Trzy szyby zbite, a autobus pojechał dalej

Patryk Szczerba
7 grudnia 2015 (artykuł sprzed 8 lat) 
Najnowszy artykuł na ten temat Zmiany w sopockiej komunikacji
Linię obsługuje firma Warbus, która do obsługi tej trasy wykorzystuje autobusy City Smile marki AMZ. Linię obsługuje firma Warbus, która do obsługi tej trasy wykorzystuje autobusy City Smile marki AMZ.

Sporymi nerwami skończyła się podróż pasażerów linii autobusowej 187 jeżdżącej przez Sopot. Choć w czasie jazdy pękły trzy szyby, kierowca nie poprosił o autobus zastępczy. ZKM Gdynia zapowiada wyciągnięcie konsekwencji wobec przewoźnika - firmy Warbus - oraz kierowcy.



Jak oceniasz profesjonalizm kierowców komunikacji miejskiej w przypadku niespodziewanych zdarzeń?

Od 1 października linię autobusową 187 kursującą między Kamiennym Potokiem i Brodwinem obsługuje firma Warbus. Po Sopocie jeżdżą trzy pojazdy marki AMZ City Smile 12LF. I to właśnie w jednym z nich, wyprodukowanym w 2014 roku, w ostatnie czwartkowe popołudnie pękły szyby.

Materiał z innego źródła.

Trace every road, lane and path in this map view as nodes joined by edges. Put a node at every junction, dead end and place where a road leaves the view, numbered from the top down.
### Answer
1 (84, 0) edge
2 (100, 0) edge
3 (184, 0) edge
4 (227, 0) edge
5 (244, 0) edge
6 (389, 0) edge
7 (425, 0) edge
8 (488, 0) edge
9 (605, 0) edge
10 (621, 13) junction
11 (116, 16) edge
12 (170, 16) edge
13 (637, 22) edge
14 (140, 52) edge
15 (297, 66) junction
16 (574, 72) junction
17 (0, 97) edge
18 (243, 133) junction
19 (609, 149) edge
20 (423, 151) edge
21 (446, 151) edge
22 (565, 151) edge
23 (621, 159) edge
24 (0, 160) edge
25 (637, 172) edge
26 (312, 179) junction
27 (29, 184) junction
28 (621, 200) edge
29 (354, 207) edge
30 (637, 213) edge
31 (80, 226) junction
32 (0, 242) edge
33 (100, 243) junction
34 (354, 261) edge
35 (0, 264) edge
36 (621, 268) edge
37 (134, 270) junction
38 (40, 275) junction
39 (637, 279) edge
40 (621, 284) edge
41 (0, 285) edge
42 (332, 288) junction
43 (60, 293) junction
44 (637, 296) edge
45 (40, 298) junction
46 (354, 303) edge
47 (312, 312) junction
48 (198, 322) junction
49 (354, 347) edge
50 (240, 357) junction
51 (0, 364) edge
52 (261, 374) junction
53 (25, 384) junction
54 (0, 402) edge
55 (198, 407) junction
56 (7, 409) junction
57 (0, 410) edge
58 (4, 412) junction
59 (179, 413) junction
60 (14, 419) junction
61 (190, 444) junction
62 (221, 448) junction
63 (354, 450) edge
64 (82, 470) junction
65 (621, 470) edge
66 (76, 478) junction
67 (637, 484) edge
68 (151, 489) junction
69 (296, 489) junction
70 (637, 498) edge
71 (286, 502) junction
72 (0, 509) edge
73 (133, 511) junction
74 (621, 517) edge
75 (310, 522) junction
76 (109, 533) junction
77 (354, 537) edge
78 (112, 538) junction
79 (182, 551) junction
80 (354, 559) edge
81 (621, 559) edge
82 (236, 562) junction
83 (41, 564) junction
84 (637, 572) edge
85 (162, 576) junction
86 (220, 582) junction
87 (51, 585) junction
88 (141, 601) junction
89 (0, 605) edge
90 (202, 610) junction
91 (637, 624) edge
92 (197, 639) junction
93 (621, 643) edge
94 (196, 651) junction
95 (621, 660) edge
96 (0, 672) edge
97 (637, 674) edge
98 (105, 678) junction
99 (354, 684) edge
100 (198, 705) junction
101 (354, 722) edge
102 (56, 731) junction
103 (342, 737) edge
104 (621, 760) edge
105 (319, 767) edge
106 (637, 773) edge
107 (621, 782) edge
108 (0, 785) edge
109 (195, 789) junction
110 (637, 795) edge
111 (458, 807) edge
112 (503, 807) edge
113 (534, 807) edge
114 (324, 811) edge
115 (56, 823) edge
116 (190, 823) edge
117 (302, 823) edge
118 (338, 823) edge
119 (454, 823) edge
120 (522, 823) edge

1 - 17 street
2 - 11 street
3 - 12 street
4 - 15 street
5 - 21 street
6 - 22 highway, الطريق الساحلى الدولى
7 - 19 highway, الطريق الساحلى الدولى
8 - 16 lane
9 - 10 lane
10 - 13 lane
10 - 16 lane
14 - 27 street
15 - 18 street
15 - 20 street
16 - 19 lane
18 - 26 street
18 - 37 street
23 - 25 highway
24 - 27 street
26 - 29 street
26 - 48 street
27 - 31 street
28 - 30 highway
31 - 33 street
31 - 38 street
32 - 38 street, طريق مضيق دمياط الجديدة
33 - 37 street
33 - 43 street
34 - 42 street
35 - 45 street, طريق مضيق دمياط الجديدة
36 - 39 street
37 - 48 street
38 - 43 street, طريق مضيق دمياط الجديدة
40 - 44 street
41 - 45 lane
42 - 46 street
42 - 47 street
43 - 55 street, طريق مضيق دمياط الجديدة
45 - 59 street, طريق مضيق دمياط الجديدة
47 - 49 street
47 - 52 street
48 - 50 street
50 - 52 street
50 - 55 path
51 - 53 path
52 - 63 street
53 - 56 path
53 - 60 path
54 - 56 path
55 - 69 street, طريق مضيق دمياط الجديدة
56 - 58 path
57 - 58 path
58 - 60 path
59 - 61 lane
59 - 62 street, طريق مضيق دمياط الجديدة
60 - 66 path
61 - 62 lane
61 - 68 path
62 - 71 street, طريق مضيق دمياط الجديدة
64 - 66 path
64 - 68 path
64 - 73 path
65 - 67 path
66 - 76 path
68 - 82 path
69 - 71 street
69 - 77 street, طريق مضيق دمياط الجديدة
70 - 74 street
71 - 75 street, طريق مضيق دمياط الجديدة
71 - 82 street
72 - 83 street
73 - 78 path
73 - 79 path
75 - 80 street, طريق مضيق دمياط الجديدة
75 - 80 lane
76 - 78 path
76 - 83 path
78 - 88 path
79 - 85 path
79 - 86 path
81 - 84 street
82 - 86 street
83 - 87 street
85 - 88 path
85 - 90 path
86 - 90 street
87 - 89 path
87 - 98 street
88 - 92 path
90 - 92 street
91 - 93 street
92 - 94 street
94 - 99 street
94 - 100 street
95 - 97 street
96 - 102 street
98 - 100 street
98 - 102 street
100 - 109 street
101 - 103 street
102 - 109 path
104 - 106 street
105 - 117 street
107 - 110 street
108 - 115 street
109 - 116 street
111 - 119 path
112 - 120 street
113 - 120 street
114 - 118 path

Początkowo nic nie zapowiadało kłopotów.

Autobus bez szyb jedzie przez Sopot

Autobus przyjechał na przystanek Grand Hotel przy ul. Powstańców Warszawy zobacz na mapie Sopotu punktualnie o godz. 16.21. Wsiadła do niego pani Magdalena razem ze swoim trzymiesięcznym synkiem w wózku. Pojazd ruszył w kierunku kortów tenisowych, gdzie skręcił w lewo w kierunku ul. Haffnera zobacz na mapie Sopotu w ul. Wosia Budzysza zobacz na mapie Sopotu, by zgodnie z trasą wrócić na ul. Powstańców Warszawy.

- W pewnym momencie usłyszeliśmy huk, później kolejny i momentalnie pękła szyba, przy której stałam z dziecięcym wózkiem. Odłamki szyby spadły do nas, na szczęście nie robiąc nam żadnej krzywdy.
Według jej opowieści, w autobusie pękały kolejne szyby. Pasażerowie stojący po lewej stronie pojazdu pospiesznie przesunęli się w kierunku drzwi.

- Autobus dojechał na przystanek przy Zespole Szkół Sportowych, jadąc cały czas z tłukącymi się dalej szybami. Kierowca wpuścił do środka innych pasażerów. Wysiadłam zgodnie z zamierzeniem na przystanku przy ul. Haffnera z niedowierzaniem obserwując, że pojazd kontynuuje jazdę. Nie wiem, co było powodem tego, że szyby zaczęły pękać - opowiada.
ZKM: ewidentna wina kierowcy

Do zdarzenia doszło w zeszłym tygodniu. Sprawa szybko trafiła do Zarządu Komunikacji Miejskiej w Gdyni, dla którego Warbus obsługuje tę trasę. Analiza nagrania monitoringu z autobusu potwierdziła relację pasażerki autobusu. Okazało się, że szyby zostały wybite po uderzeniu w konar rosnącego przy ulicy drzewa.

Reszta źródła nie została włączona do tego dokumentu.